# Speeflo PowrTwin 5500



## painter1986 (Mar 19, 2012)

Found one on Craigslist for $1700. Repacked a few months ago. Comes with both gas and electric. I like it because it's 1700, I (think) I can run 4 guns if I need to, it'll spray just about anything, and we can use it where there's no power. 

Are these equivalent to the current 6900?

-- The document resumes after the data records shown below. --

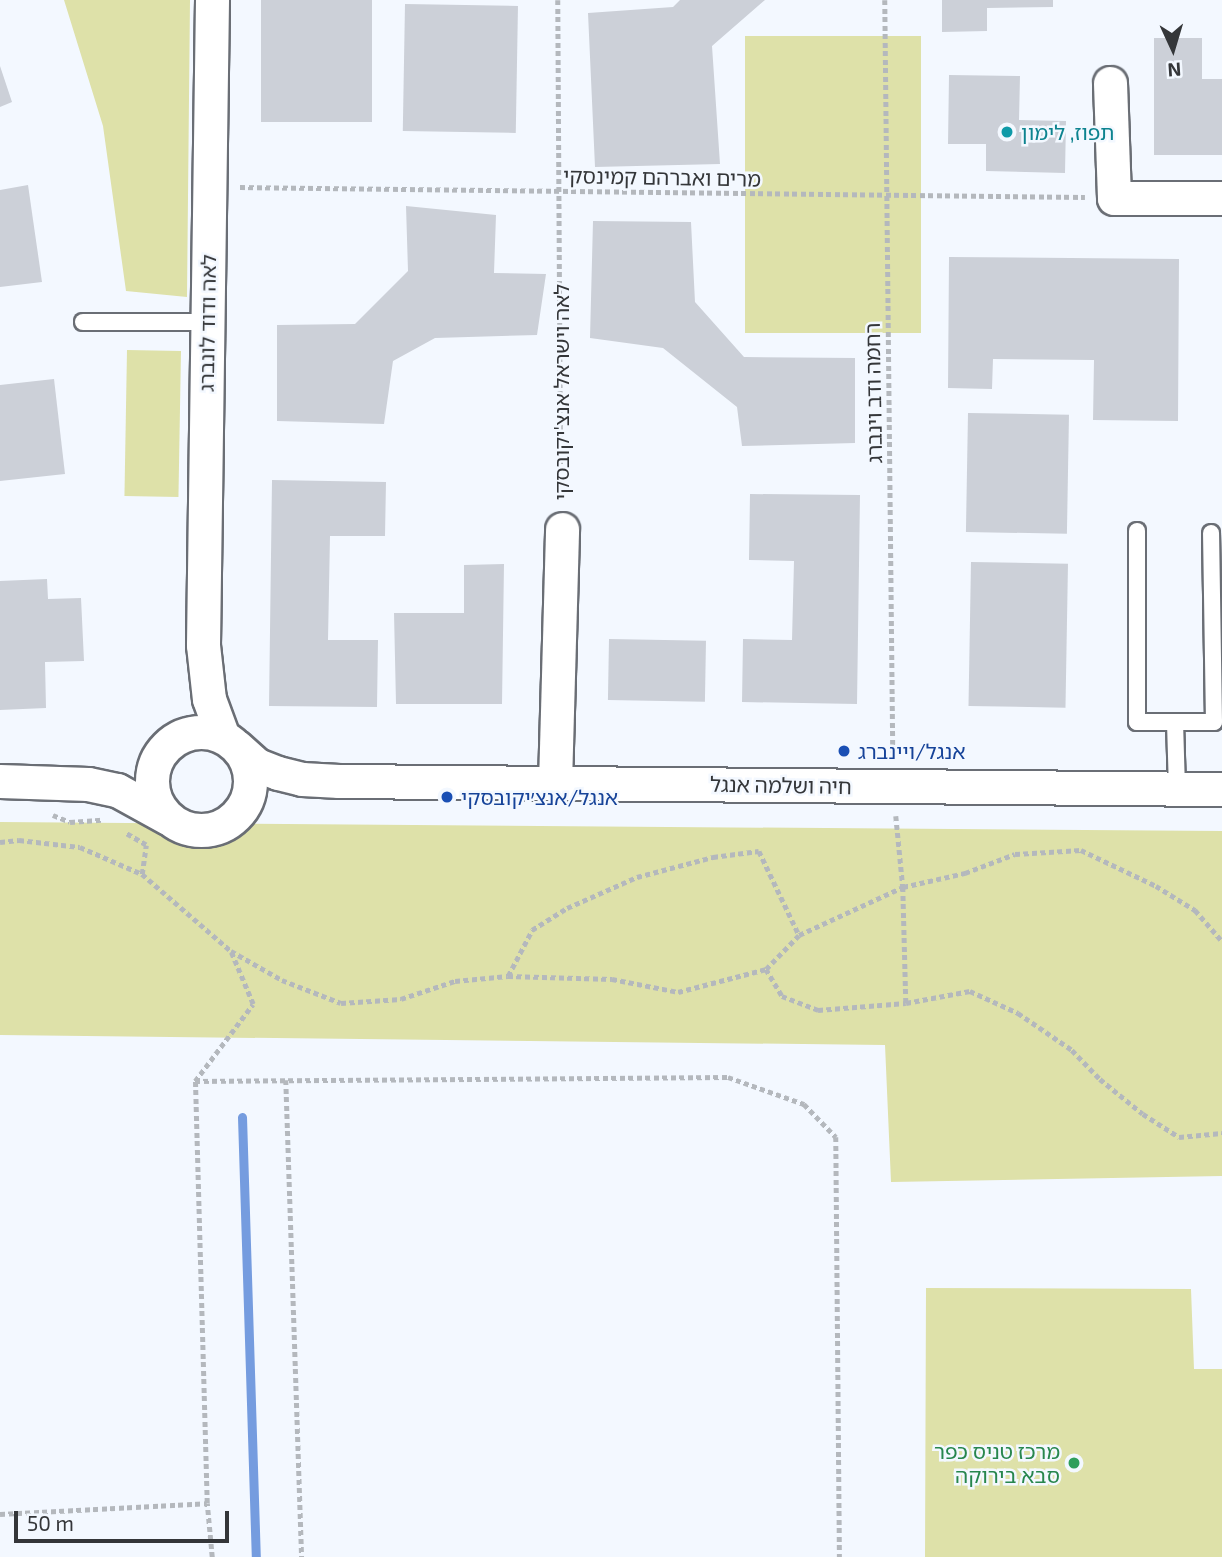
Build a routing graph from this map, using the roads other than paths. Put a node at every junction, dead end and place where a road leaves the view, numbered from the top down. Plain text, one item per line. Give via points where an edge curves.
1 (212, 0) edge
2 (1110, 83) dead end
3 (1222, 198) edge
4 (83, 322) dead end
5 (207, 322) junction
6 (562, 529) road end
7 (1137, 531) dead end
8 (1211, 533) dead end
9 (203, 645) junction
10 (1175, 722) junction
11 (230, 742) junction
12 (163, 751) junction
13 (0, 781) edge
14 (67, 781) junction
15 (340, 781) junction
16 (555, 783) junction
17 (1177, 789) junction
18 (1222, 789) edge
19 (170, 818) junction
20 (231, 819) junction

1 - 5 street, לאה ודוד לונברג
2 - 3 street via 1114,198
4 - 5 lane
5 - 9 street, לאה ודוד לונברג
6 - 16 street, לאה וישראל אנצ'יקובסקי
7 - 10 lane via 1137,722
8 - 10 lane via 1214,722
9 - 11 street, לאה ודוד לונברג via 209,699
9 - 12 street, לאה ודוד לונברג via 192,706
10 - 17 lane
11 - 12 street via 198,732 182,735
11 - 15 street, חיה ושלמה אנגל via 257,765 278,773
11 - 20 street via 246,761 249,791 243,807
12 - 14 street via 113,773
12 - 19 street via 152,773 153,790
13 - 14 street
14 - 19 street via 117,790
15 - 16 street, חיה ושלמה אנגל
15 - 20 street, חיה ושלמה אנגל via 280,796
16 - 17 street, חיה ושלמה אנגל
17 - 18 street, חיה ושלמה אנגל
19 - 20 street via 199,829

Could I spray texture if I needed to?


----------



## ewingpainting.net (Jun 2, 2008)

No! Your pushing the rig if spraying coatings with higher viscosity. Good for your average interior paints. When you get into exterior acrylics the packings will blow faster. I wouldn't put 4 guns, you'd be pushing it with 2.


----------



## painter1986 (Mar 19, 2012)

Really? 2gpm on gas and it's pushing it with 2 guns? We run 2 guns on our 840 w/ exterior acrylics all day long with no issues, and that's .95-1.0gpm.


----------



## ewingpainting.net (Jun 2, 2008)

Spec say up to 3 lines, I wouldn't put 2. If you want a rig to run 4 lines I wouldn't go any less than the 8900. With the 5500. you'd just be blowing packings out faster.


----------



## Hines Painting (Jun 22, 2013)

I have a 4900 and I've ran 2 guns off of it with 100 feet each. 

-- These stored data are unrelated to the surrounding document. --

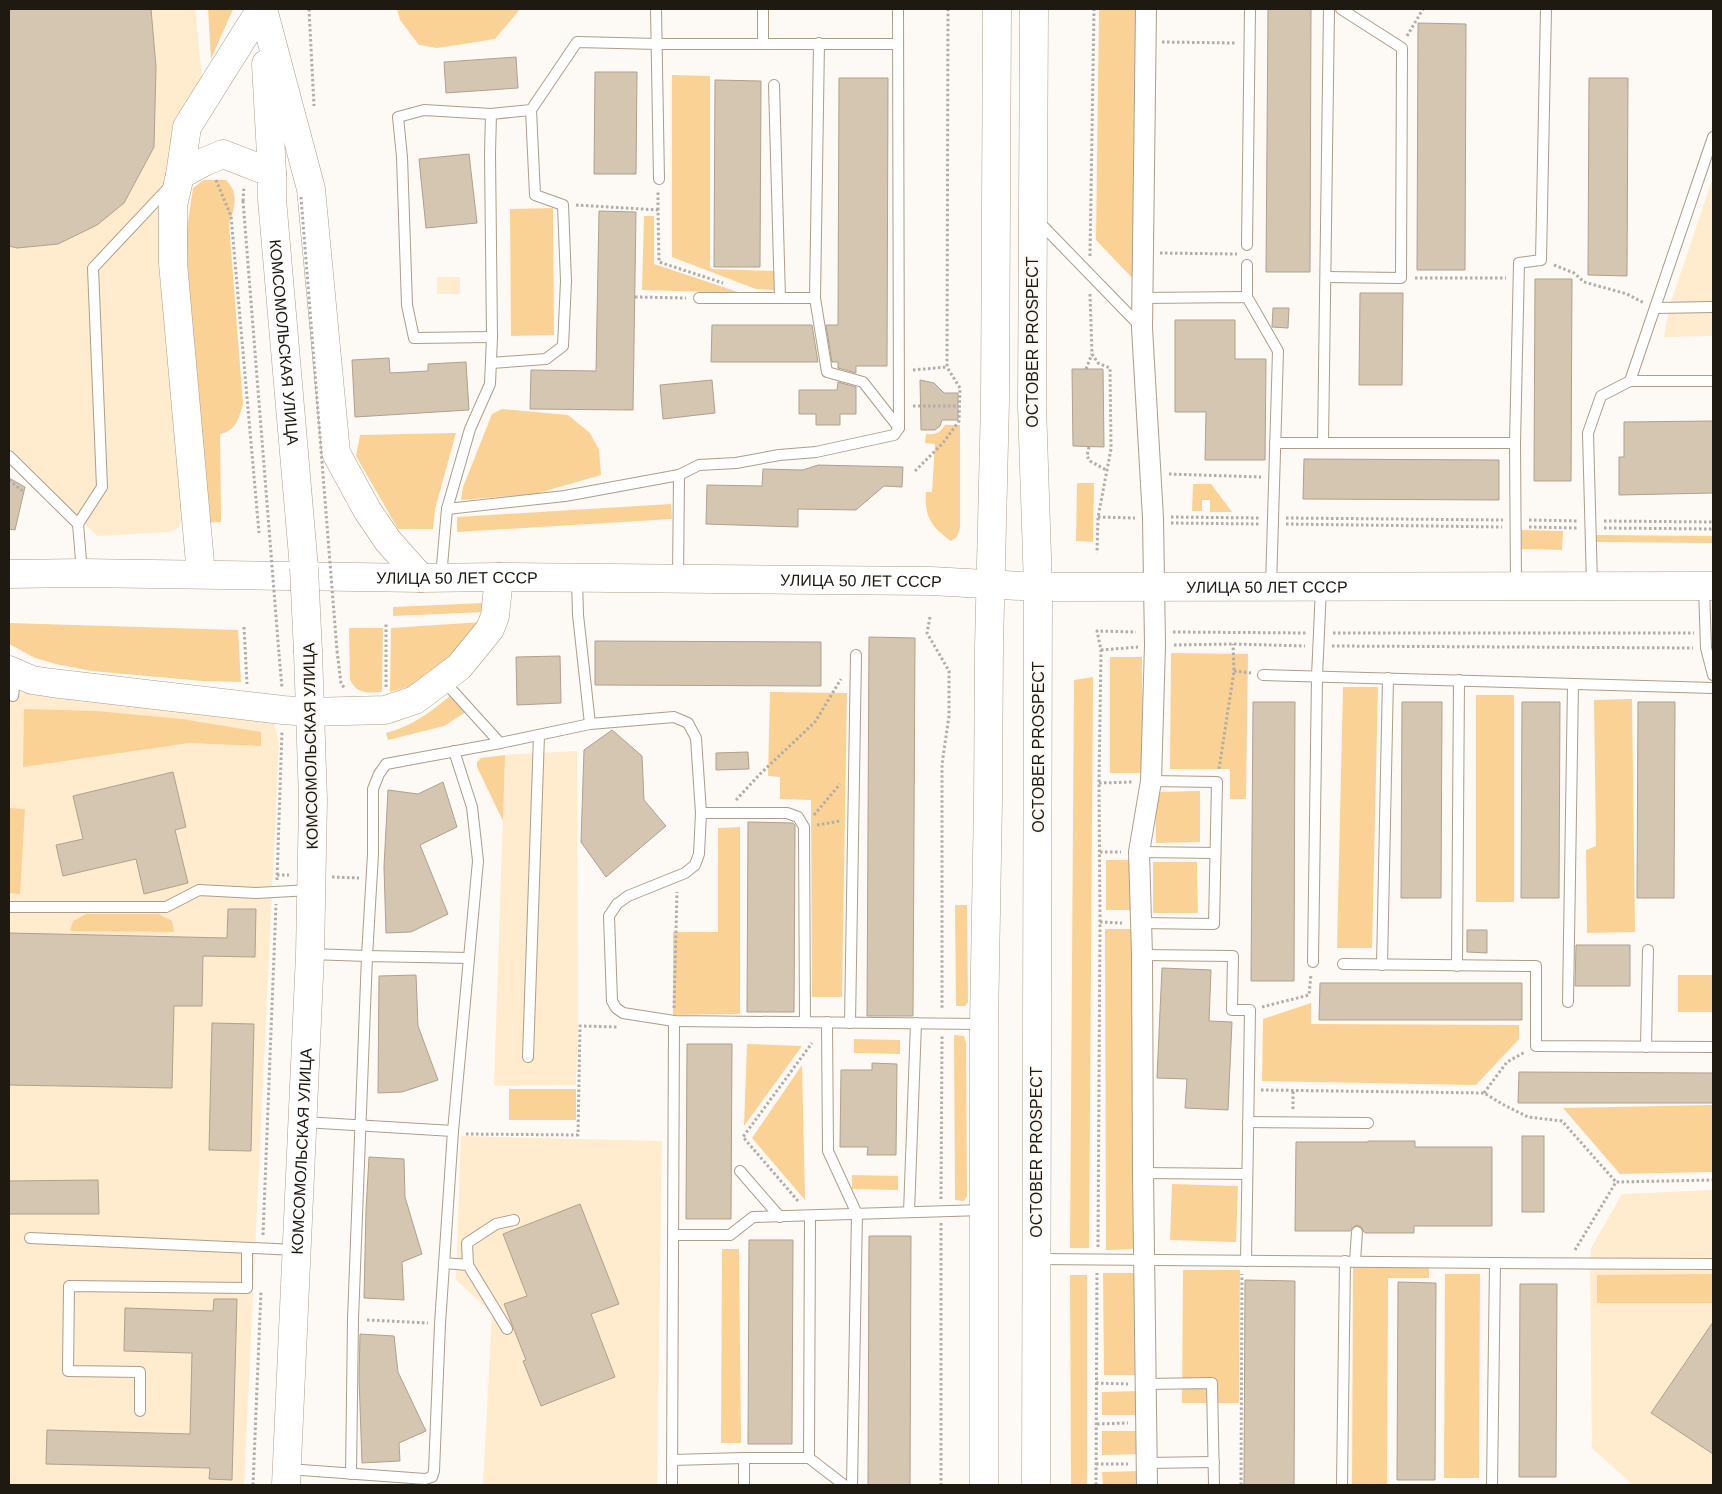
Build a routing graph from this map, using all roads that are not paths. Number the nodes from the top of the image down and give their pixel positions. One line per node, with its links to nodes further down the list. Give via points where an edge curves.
1 (262, 9): 20 (main road, via 187,127); 22 (main road, КОМСОМОЛЬСКАЯ УЛИЦА); 51 (main road, via 311,189 336,453 388,541)
2 (656, 9): 14 (lane)
3 (763, 9): 12 (lane)
4 (898, 9): 15 (lane)
5 (997, 9): 54 (main road, via 995,402)
6 (1034, 9): 23 (main road, OCTOBER PROSPECT)
7 (1146, 9): 31 (street)
8 (1250, 9): 24 (lane)
9 (1328, 9): 26 (lane)
10 (1341, 9): 26 (lane, via 1402,48 1402,278)
11 (1546, 9): 42 (lane, via 1541,260 1519,263)
12 (763, 43): 13 (lane); 14 (lane)
13 (819, 43): 15 (lane); 30 (lane)
14 (658, 44): 17 (lane, via 577,42); 21 (lane)
15 (898, 44): 39 (lane)
16 (774, 85): 29 (lane)
17 (531, 110): 18 (lane); 36 (lane, via 534,195 563,205 566,281 563,346 546,359)
18 (492, 114): 35 (lane); 35 (lane, via 424,110 398,117 407,305 414,338)
19 (1713, 138): 33 (lane)
20 (180, 175): 22 (main road, via 223,154); 46 (lane, via 93,268 102,487); 49 (main road, via 173,206 173,263)
21 (658, 179)
22 (272, 186): 72 (main road, КОМСОМОЛЬСКАЯ УЛИЦА, bridge, via 308,652)
23 (1032, 214): 34 (lane); 59 (main road, OCTOBER PROSPECT, via 1032,406)
24 (1248, 245)
25 (1247, 265): 27 (lane)
26 (1326, 277): 41 (lane)
27 (1247, 297): 31 (lane); 40 (lane, via 1278,351)
28 (699, 298): 29 (lane)
29 (780, 298): 30 (lane)
30 (815, 298): 39 (lane, via 827,372 863,382)
31 (1142, 298): 34 (street)
32 (1713, 307): 33 (lane)
33 (1655, 308): 37 (lane)
34 (1142, 328): 60 (street)
35 (492, 337): 36 (lane)
36 (491, 363): 45 (lane, via 490,384 470,429)
37 (1630, 382): 38 (lane); 57 (lane, via 1601,396 1588,433)
38 (1713, 382)
39 (899, 428): 44 (lane, via 894,435 816,452 698,465)
40 (1275, 443): 41 (lane); 55 (lane)
41 (1323, 443): 42 (lane)
42 (1515, 443): 56 (lane)
43 (9, 456): 46 (lane)
44 (679, 475): 45 (lane, via 565,496); 53 (lane)
45 (447, 509): 51 (lane)
46 (78, 524): 47 (lane)
47 (82, 573): 48 (main road, УЛИЦА 50 ЛЕТ СССР); 49 (main road, УЛИЦА 50 ЛЕТ СССР)
48 (9, 574)
49 (201, 574): 51 (main road, УЛИЦА 50 ЛЕТ СССР)
50 (499, 577): 51 (main road, УЛИЦА 50 ЛЕТ СССР); 52 (main road, УЛИЦА 50 ЛЕТ СССР); 72 (main road, via 495,616 490,629 459,667 415,700 385,710)
51 (431, 578)
52 (577, 579): 53 (main road, УЛИЦА 50 ЛЕТ СССР); 73 (lane)
53 (678, 579): 54 (main road, УЛИЦА 50 ЛЕТ СССР, via 931,581)
54 (990, 585): 59 (main road, УЛИЦА 50 ЛЕТ СССР); 99 (main road)
55 (1271, 586): 60 (main road, УЛИЦА 50 ЛЕТ СССР); 61 (main road, УЛИЦА 50 ЛЕТ СССР)
56 (1516, 586): 57 (main road, УЛИЦА 50 ЛЕТ СССР); 61 (main road, УЛИЦА 50 ЛЕТ СССР)
57 (1592, 586): 58 (main road, УЛИЦА 50 ЛЕТ СССР)
58 (1709, 586): 63 (lane, via 1706,648)
59 (1038, 587): 60 (main road, УЛИЦА 50 ЛЕТ СССР); 122 (main road, OCTOBER PROSPECT)
60 (1155, 587): 77 (street)
61 (1321, 587): 65 (lane)
62 (856, 655): 97 (lane)
63 (1713, 674)
64 (1263, 675): 65 (lane)
65 (1316, 676): 66 (lane); 89 (lane)
66 (1388, 678): 68 (lane); 91 (lane)
67 (13, 680): 72 (main road)
68 (1459, 680): 69 (lane); 92 (lane)
69 (1573, 684): 70 (lane); 93 (lane)
70 (1713, 688)
71 (452, 690): 75 (lane)
72 (296, 711): 81 (main road, КОМСОМОЛЬСКАЯ УЛИЦА, via 313,800)
73 (590, 724): 74 (lane); 78 (lane, via 674,717 688,723 696,738)
74 (539, 735): 75 (lane); 102 (lane)
75 (500, 743): 76 (lane)
76 (454, 751): 87 (lane, via 386,764 379,774 373,789); 88 (lane, via 472,808 478,861)
77 (1151, 781): 79 (street); 80 (lane, via 1217,782)
78 (701, 813): 94 (lane, via 699,854 695,865 685,873 628,896 609,916 612,1001 616,1008 622,1013); 95 (lane, via 787,813 798,818 804,827)
79 (1139, 852): 80 (lane); 83 (street)
80 (1216, 853): 83 (lane, via 1214,924)
81 (312, 890): 82 (lane, via 256,893 199,890 166,907); 85 (main road, КОМСОМОЛЬСКАЯ УЛИЦА)
82 (9, 907)
83 (1140, 923): 86 (street)
84 (1648, 950): 100 (lane)
85 (310, 954): 87 (lane); 103 (main road, КОМСОМОЛЬСКАЯ УЛИЦА)
86 (1142, 954): 104 (lane, via 1234,956 1232,1010 1250,1010); 109 (street)
87 (367, 956): 88 (lane); 106 (lane)
88 (469, 958): 107 (lane)
89 (1313, 962)
90 (1343, 964): 91 (lane)
91 (1382, 965): 92 (lane)
92 (1457, 966): 100 (lane, via 1536,966 1536,1046)
93 (1568, 1002)
94 (674, 1021): 95 (lane); 118 (lane)
95 (805, 1022): 96 (lane)
96 (828, 1022): 97 (lane); 113 (lane, via 828,1151)
97 (850, 1022): 98 (lane)
98 (916, 1023): 99 (lane); 112 (lane)
99 (984, 1024): 111 (main road)
100 (1646, 1047): 101 (lane)
101 (1713, 1047)
102 (528, 1056)
103 (303, 1122): 106 (lane); 121 (main road, КОМСОМОЛЬСКАЯ УЛИЦА)
104 (1248, 1122): 105 (lane); 110 (lane)
105 (1368, 1123)
106 (361, 1126): 107 (lane); 138 (lane)
107 (453, 1132): 126 (lane)
108 (740, 1171): 115 (lane)
109 (1142, 1173): 110 (lane); 123 (street)
110 (1247, 1174): 124 (lane)
111 (983, 1210): 112 (lane); 144 (main road)
112 (909, 1212): 113 (lane)
113 (857, 1214): 114 (lane); 143 (lane)
114 (810, 1216): 115 (lane); 134 (lane)
115 (780, 1217): 118 (lane, via 753,1218 730,1235)
116 (514, 1220): 129 (lane, via 496,1224 467,1243)
117 (1357, 1232): 125 (lane)
118 (673, 1235): 135 (lane)
119 (30, 1238): 120 (lane)
120 (247, 1248): 121 (lane); 132 (lane, via 247,1288 69,1286 68,1371 140,1372)
121 (297, 1250): 139 (main road, КОМСОМОЛЬСКАЯ УЛИЦА)
122 (1036, 1258): 123 (lane); 145 (main road, OCTOBER PROSPECT)
123 (1144, 1260): 124 (lane); 131 (street)
124 (1244, 1261): 125 (lane)
125 (1350, 1261): 127 (lane); 148 (lane)
126 (444, 1263): 129 (lane); 138 (lane, via 432,1477)
127 (1495, 1263): 128 (lane); 149 (lane)
128 (1713, 1264)
129 (468, 1265): 130 (lane)
130 (507, 1330)
131 (1146, 1384): 136 (lane, via 1212,1383); 137 (street)
132 (140, 1411)
133 (744, 1458): 134 (lane); 135 (lane); 141 (lane)
134 (809, 1458): 142 (lane)
135 (672, 1460): 140 (lane)
136 (1214, 1462): 137 (lane); 147 (lane)
137 (1146, 1463): 146 (street)
138 (351, 1474): 139 (lane)
139 (286, 1477)
140 (672, 1485)
141 (744, 1485)
142 (844, 1485)
143 (852, 1485)
144 (984, 1485)
145 (1036, 1485)
146 (1147, 1485)
147 (1214, 1485)
148 (1342, 1485)
149 (1492, 1485)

It has a spot for a 3rd line but I've never used it. 

I have sprayed elastomerics with it.


----------



## ewingpainting.net (Jun 2, 2008)

Hines Painting said:


> I have a 4900 and I've ran 2 guns off of it with 100 feet each.
> 
> It has a spot for a 3rd line but I've never used it.
> 
> I have sprayed elastomerics with it.


We use to use those for our lacquer pumps. There all good pumps, but if your doing a lot of elastomeric jobs or coatings with higher viscosity and acrylics you'll blow packings faster with the smaller pumps. You also can damage other parts that can cost a lot, like a rod or sleeve. We used every models of speeflos, 4900 to the 12,000. There is definitely a difference when spraying with multiple guns and coatings with higher viscosity. they'll do the job if you only used a few jobs a year, if your using on a daily basis with heavy coatings and multiple lines, just expect higher maintenance cost.


----------



## painter1986 (Mar 19, 2012)

ewingpainting.net said:


> Spec say up to 3 lines, I wouldn't put 2. If you want a rig to run 4 lines I wouldn't go any less than the 8900. With the 5500. you'd just be blowing packings out faster.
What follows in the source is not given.